Current and Emerging Issues in Adeno-Associated Virus Vector-Mediated Liver-Directed Gene Therapy

Abstract

Adeno-associated virus (AAV) vectors have demonstrated safety and efficacy for gene transfer to hepatocytes in preclinical models, in various clinical trials and from a clinical experience with a growing number of approved gene therapy products. Although the exact duration is unknown, the expression of therapeutic genes in hepatocytes remains stable for several years after a single administration of the vector at clinically relevant doses in adult patients with hemophilia and other inherited metabolic disorders. However, clinical applications, especially for diseases requiring high AAV vector doses by intravenous administrations, have raised several concerns.
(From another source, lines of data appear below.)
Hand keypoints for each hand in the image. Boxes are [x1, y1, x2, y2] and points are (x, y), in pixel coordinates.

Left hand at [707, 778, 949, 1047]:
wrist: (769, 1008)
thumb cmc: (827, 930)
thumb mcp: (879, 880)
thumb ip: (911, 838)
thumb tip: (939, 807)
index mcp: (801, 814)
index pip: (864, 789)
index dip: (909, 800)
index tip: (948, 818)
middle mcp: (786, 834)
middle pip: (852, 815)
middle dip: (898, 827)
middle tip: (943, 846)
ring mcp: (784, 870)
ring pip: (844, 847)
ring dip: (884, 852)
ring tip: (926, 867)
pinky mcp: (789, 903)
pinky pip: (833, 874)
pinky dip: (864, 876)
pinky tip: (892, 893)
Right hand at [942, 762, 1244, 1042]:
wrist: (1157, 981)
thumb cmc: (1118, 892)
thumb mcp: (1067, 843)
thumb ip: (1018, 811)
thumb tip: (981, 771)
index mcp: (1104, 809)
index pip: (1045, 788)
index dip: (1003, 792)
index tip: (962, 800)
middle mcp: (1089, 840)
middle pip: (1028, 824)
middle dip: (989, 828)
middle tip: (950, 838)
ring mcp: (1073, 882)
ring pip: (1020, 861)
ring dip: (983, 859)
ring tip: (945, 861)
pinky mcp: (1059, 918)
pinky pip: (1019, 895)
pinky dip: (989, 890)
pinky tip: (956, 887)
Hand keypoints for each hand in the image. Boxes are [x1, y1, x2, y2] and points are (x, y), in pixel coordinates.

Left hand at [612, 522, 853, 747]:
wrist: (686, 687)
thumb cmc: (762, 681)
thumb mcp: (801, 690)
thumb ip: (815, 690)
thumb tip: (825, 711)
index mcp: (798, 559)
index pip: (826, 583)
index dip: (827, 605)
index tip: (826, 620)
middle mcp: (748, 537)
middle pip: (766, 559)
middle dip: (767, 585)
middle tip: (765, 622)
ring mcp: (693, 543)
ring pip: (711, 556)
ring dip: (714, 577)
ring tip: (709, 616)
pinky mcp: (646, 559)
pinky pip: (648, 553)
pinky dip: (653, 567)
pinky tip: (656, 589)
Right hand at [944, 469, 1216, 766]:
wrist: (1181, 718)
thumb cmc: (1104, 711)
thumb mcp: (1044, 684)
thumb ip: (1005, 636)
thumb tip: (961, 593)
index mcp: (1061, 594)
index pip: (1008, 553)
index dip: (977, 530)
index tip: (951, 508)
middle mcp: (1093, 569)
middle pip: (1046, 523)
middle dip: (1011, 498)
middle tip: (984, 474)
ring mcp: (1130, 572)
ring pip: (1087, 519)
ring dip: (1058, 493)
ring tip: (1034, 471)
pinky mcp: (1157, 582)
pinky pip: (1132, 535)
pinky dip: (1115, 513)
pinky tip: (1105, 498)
These include the high prevalence of pre-existing immunity against the vector capsid, activation of the complement and the innate immunity with serious life-threatening complications, elevation of liver transaminases, liver growth associated with loss of transgene expression, underlying conditions negatively affecting AAV vector safety and efficacy. Despite these issues, the field is rapidly advancing with a better understanding of vector-host interactions and the development of new strategies to improve liver-directed gene therapy. This review provides an overview of the current and emerging challenges for AAV-mediated liver-directed gene therapy.

Keywords: AAV; gene therapy; genome editing; genotoxicity; inflammatory response; liver fibrosis.